Motiv verzweifelt gesucht

Die „Lübecker Nachrichten“ wollen wissen, warum das Lübecker Flüchtlingsheim im Januar in Brand gesteckt wurde  ■ Von Marco Carini

Kein Verbrechen ohne Motiv. Doch ein solches zu finden, tat sich die Lübecker Staatsanwaltschaft bei den Ermittlungen um den Brandanschlag auf das Flüchtlingsheim in der Hafenstraße – bei dem am 18. Januar zehn MigrantInnen ums Leben kamen – bislang schwer.

Frühzeitig hatte sie sich darauf festgelegt, daß nur der Libanese Safwan Eid als Brandstifter in Frage käme. Ist schon die Indizienkette, mit der die Staatsanwälte in den am 16. September beginnenden Prozeß gehen, äußerst lückenhaft, so fehlte den Ermittlern bislang jeder Grund, warum der Tatverdächtige seine eigene Unterkunft angezündet haben soll.

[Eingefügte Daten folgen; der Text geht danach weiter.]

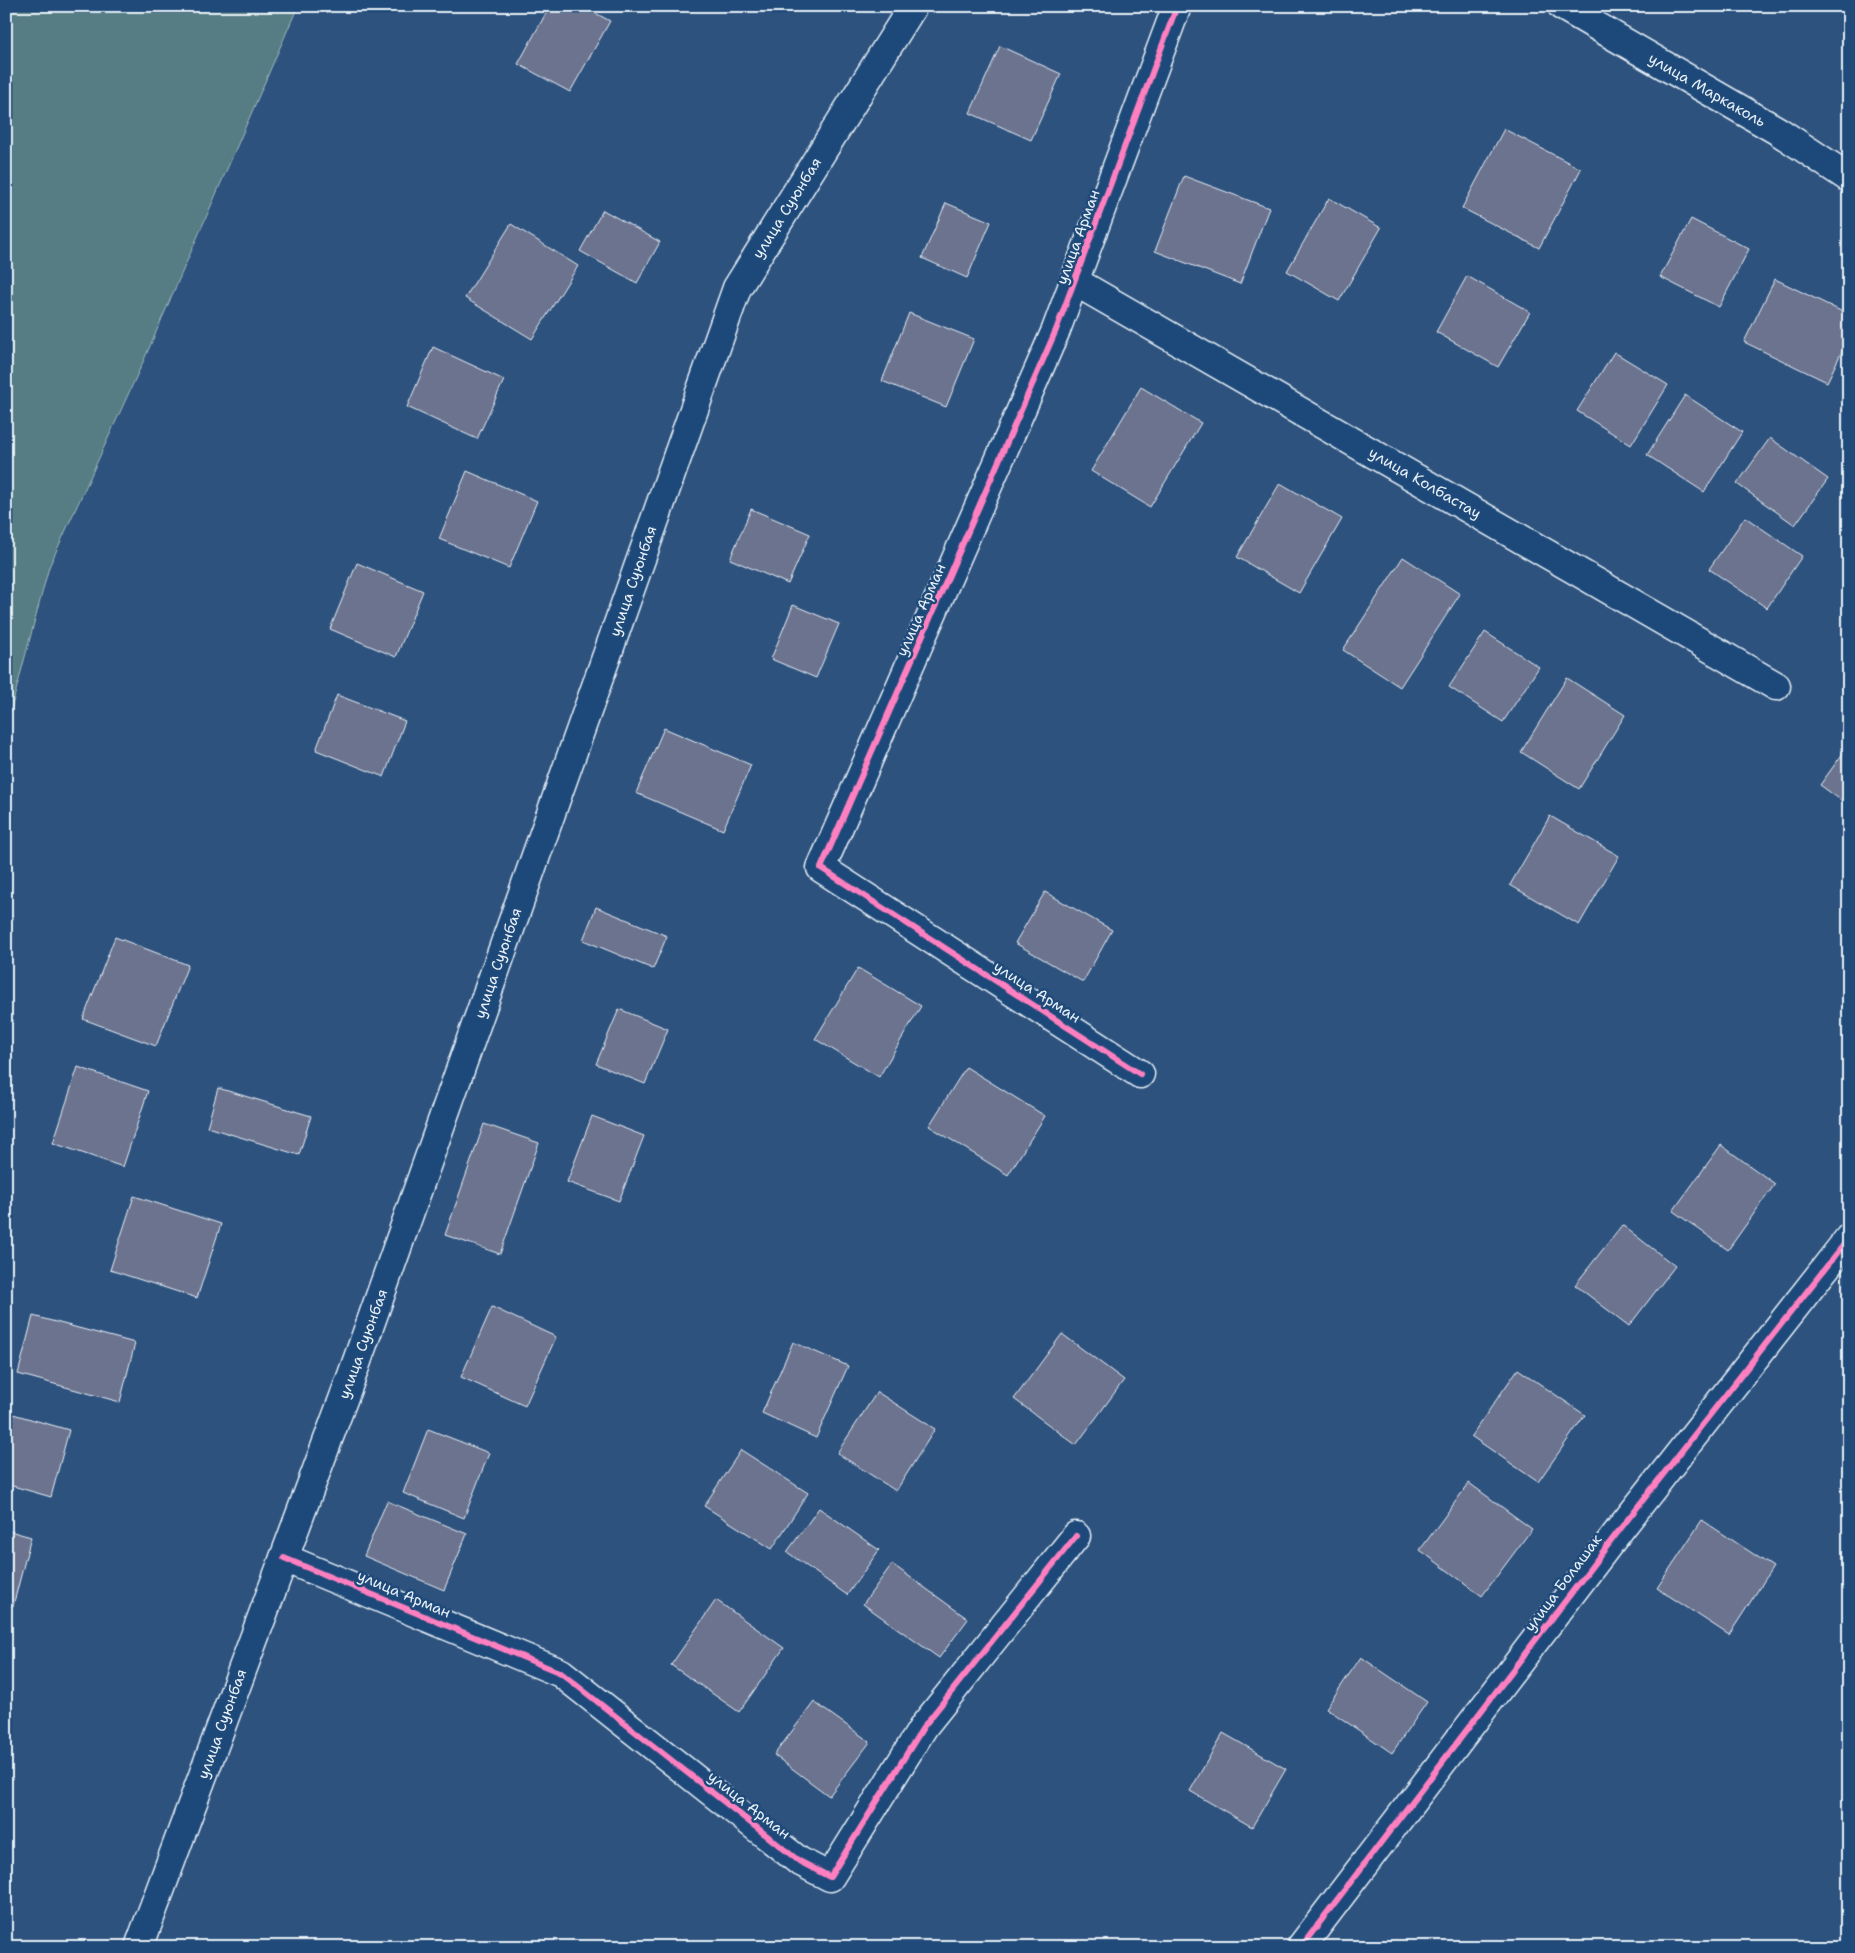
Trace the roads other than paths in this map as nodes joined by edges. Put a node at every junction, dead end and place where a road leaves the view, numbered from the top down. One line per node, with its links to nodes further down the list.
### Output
1 (913, 6): 10 (street, улица Суюнбая)
2 (1177, 6): 5 (street, улица Арман)
3 (1562, 6): 4 (street, улица Маркаколь)
4 (1849, 178)
5 (1074, 281): 6 (street, улица Колбастау); 7 (street, улица Арман)
6 (1776, 686)
7 (1140, 1074)
8 (1849, 1238): 12 (street, улица Болашак)
9 (1076, 1536): 10 (street, улица Арман)
10 (284, 1558): 11 (street, улица Суюнбая)
11 (139, 1947)
12 (1301, 1947)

Nun aber legen die Lübecker Staatsanwälte nach.

Den Lübecker Nachrichten wurde aus Kreisen der Ermittler gesteckt, es gebe einen anonymen Hinweis auf ein mögliches Motiv. Danach wollte die neunköpfige Familie des Verdächtigen schon lange aus dem Flüchtlingsheim ausziehen, erhielt aber nicht die Genehmigung der Ausländerbehörde. Auch die Sozialbehörde habe sich geweigert, die Kosten für eine Wohnung zu übernehmen, die die Familie Eid bereits ausfindig gemacht hatte. Um „endlich aus dem verhaßten Asylbewerberheim herauszukommen“, mutmaßten nun die Lübecker Nachrichten in ihrer Freitagsausgabe, habe Safwan Eid die Unterkunft kurzerhand abgefackelt.

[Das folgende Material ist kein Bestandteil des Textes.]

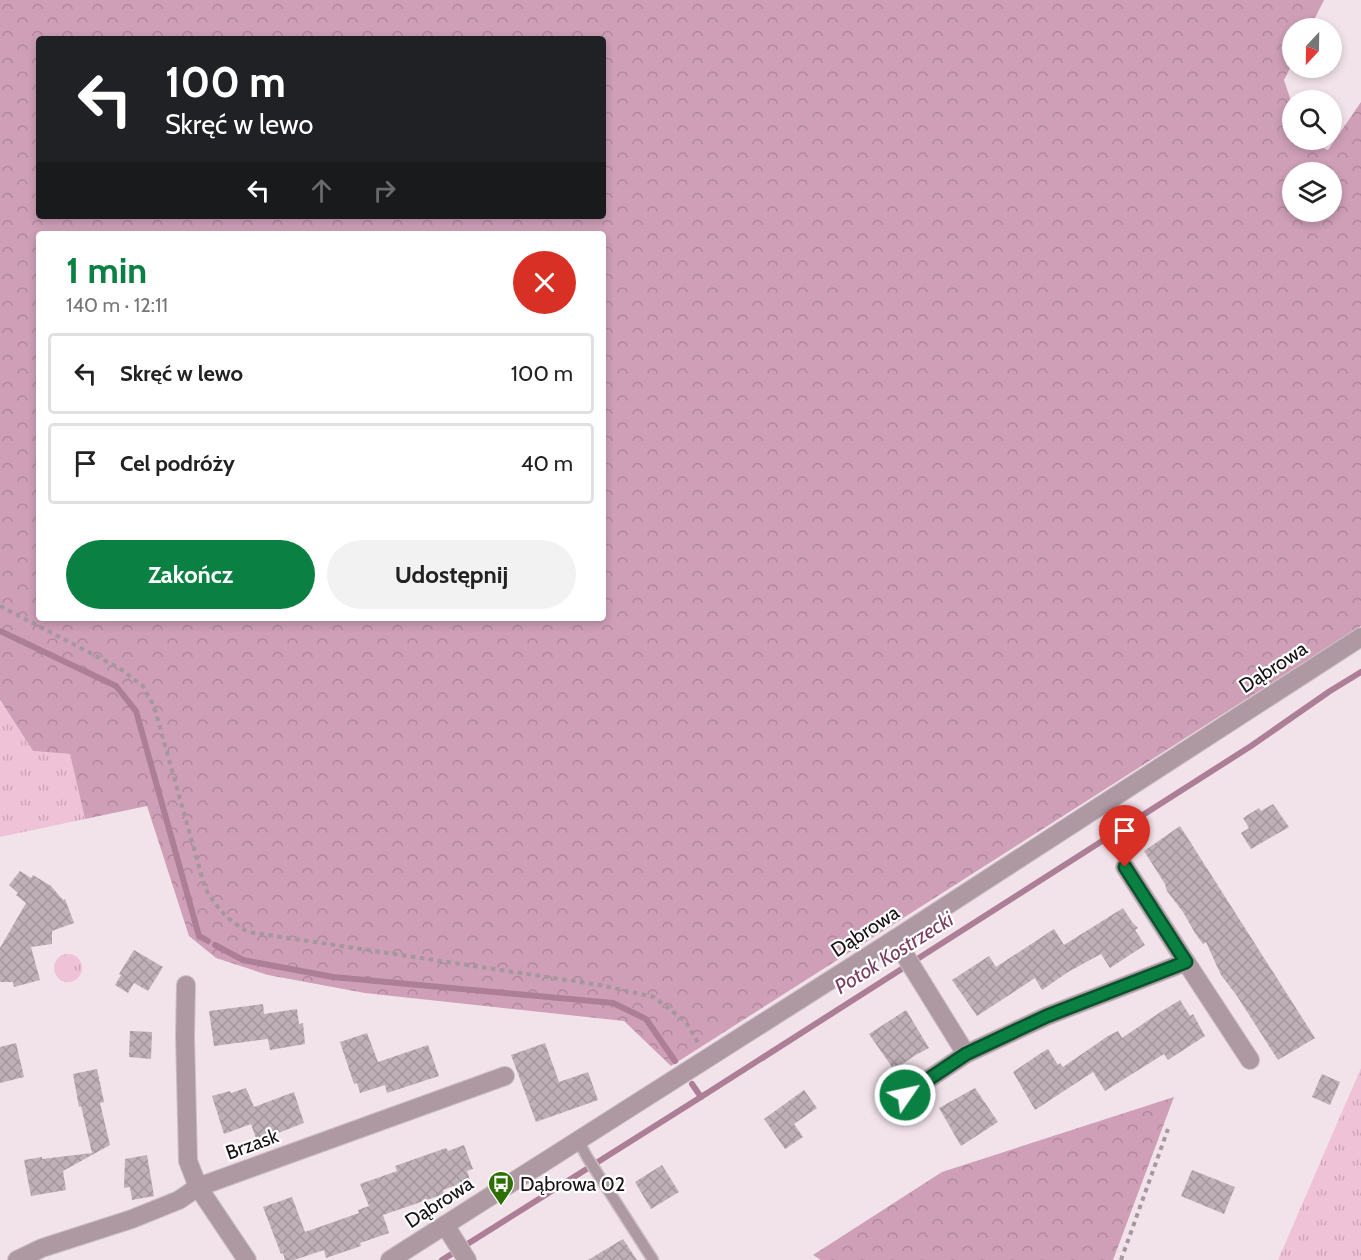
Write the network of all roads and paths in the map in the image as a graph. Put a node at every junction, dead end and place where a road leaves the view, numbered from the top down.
1 (0, 606) edge
2 (1361, 637) edge
3 (1125, 867) dead end
4 (898, 946) junction
5 (1186, 962) junction
6 (186, 985) dead end
7 (966, 1054) junction
8 (707, 1058) junction
9 (1250, 1059) dead end
10 (505, 1076) dead end
11 (905, 1095) dead end
12 (1168, 1130) dead end
13 (578, 1140) junction
14 (198, 1187) junction
15 (450, 1233) junction
16 (466, 1259) edge
17 (17, 1260) edge
18 (247, 1260) edge
19 (390, 1260) edge
20 (653, 1260) edge
21 (1121, 1260) edge

1 - 8 path
2 - 4 street, Dąbrowa
3 - 5 street
4 - 7 street
4 - 8 street, Dąbrowa
5 - 7 street
5 - 9 street
6 - 14 street
7 - 11 street
8 - 13 street, Dąbrowa
10 - 14 street, Brzask
12 - 21 path
13 - 15 street, Dąbrowa
13 - 20 lane
14 - 17 street, Brzask
14 - 18 street
15 - 16 street
15 - 19 street, Dąbrowa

Die Lübecker Staatsanwaltschaft ist mächtig unter Druck geraten, einseitig ermittelt und die Öffentlichkeit ebenso einseitig informiert zu haben. Nun hält sie sich mit der Kommentierung der hausgemachten Belastungsinformationen zurück. Zehn Tage vor Prozeßbeginn wolle er diese Meldung „weder bestätigen noch dementieren“, erklärte Behördensprecher Günter Möller gestern. Um gleich darauf nachzuschieben, daß der Streit zwischen der Familie Eid und den zuständigen Ämtern den Ermittlungsbehörden natürlich „nicht neu“ sei.

Es ist nicht der erste Versuch der Lübecker Ermittler, ein Motiv Safwan Eids für die Brandstiftung zu präsentieren. Unmittelbar nach der Tat ließen sie verlauten, es habe permanenten Streit zwischen den aus Afrika und den aus dem Nahen Osten stammenden HeimbewohnerInnen gegeben. Mißgunst, Haß und Eifersuchtsdramen hätten das Zusammenleben geprägt. Die Hafenstraßen-BewohnerInnen, die es wissen müßten, hatten auf öffentlichen Veranstaltungen jedoch mehrfach das genaue Gegenteil erklärt. Die Atmosphäre unter den MigrantInnen unterschiedlicher Herkunft sei äußerst „harmonisch“ gewesen.

Ein Resultat der gezielten Informationspolitik aus der Marzipanstadt aber ist klar: Nachdem die Medien sich in den vergangenen Wochen auf die vier jungen Männer aus der rechten Szene rund um Grevesmühlen konzentriert hatten, die sich in der Tatnacht in unmittelbarer Nähe des Tatortes aufgehalten hatten, rückt nun – rechtzeitig zum Prozeßbeginn – wieder Safwan Eid ins Fadenkreuz. Für die Lübecker Staatsanwaltschaft eine willkommene Unterstützung ihrer Anklagebemühungen.